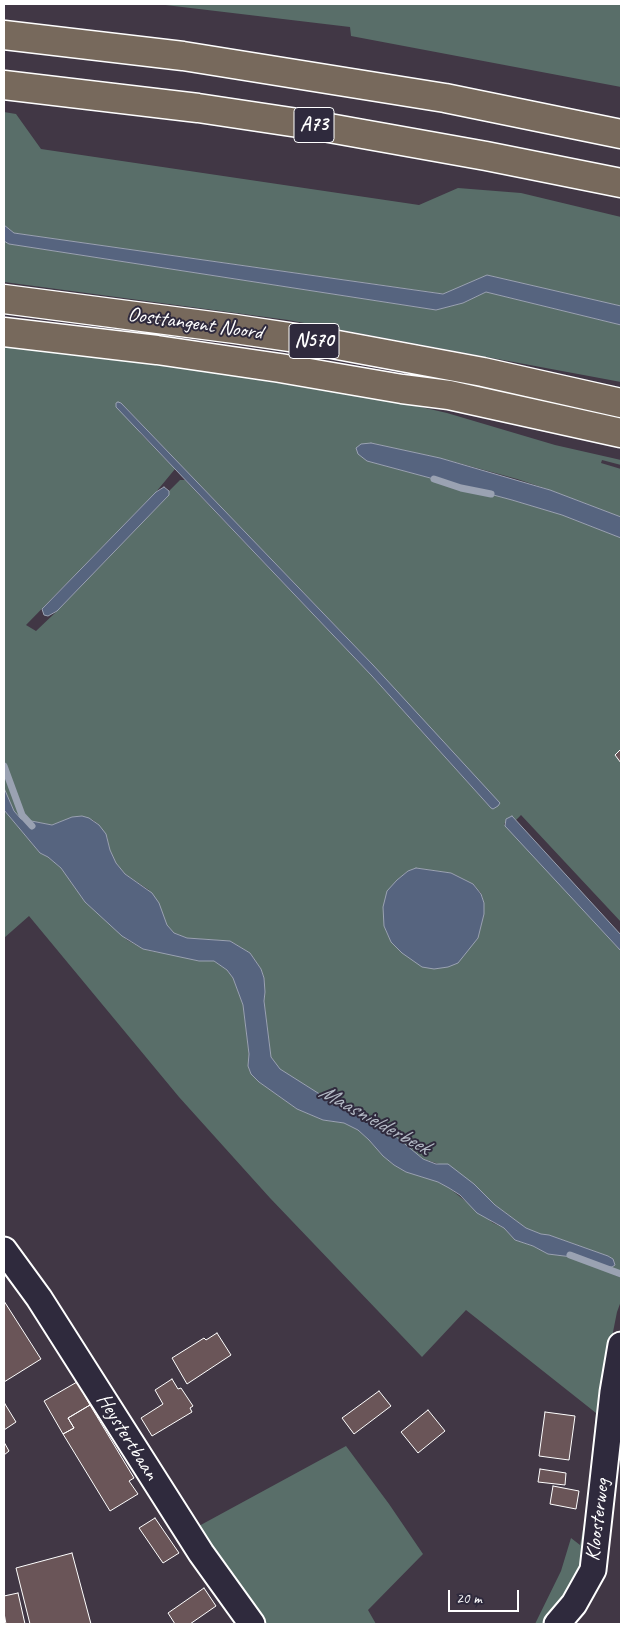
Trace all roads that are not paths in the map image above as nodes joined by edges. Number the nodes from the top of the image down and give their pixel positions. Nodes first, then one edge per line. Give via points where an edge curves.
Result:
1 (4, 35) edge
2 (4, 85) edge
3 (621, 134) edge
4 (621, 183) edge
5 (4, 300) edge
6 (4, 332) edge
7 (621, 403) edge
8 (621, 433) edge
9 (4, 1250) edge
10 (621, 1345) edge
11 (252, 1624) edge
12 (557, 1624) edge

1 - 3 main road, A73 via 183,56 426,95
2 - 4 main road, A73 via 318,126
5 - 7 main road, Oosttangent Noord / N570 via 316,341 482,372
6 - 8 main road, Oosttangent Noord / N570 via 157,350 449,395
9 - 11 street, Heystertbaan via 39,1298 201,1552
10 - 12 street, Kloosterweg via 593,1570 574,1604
■ ■ ■ ■ ■ ■ ■
== REQUIRED WORK ==
Reproduce the listing exactly. Leave its pictures out.

== SOLUTION ==
Trace all roads that are not paths in the map image above as nodes joined by edges. Number the nodes from the top of the image down and give their pixel positions. Nodes first, then one edge per line. Give via points where an edge curves.
Result:
1 (4, 35) edge
2 (4, 85) edge
3 (621, 134) edge
4 (621, 183) edge
5 (4, 300) edge
6 (4, 332) edge
7 (621, 403) edge
8 (621, 433) edge
9 (4, 1250) edge
10 (621, 1345) edge
11 (252, 1624) edge
12 (557, 1624) edge

1 - 3 main road, A73 via 183,56 426,95
2 - 4 main road, A73 via 318,126
5 - 7 main road, Oosttangent Noord / N570 via 316,341 482,372
6 - 8 main road, Oosttangent Noord / N570 via 157,350 449,395
9 - 11 street, Heystertbaan via 39,1298 201,1552
10 - 12 street, Kloosterweg via 593,1570 574,1604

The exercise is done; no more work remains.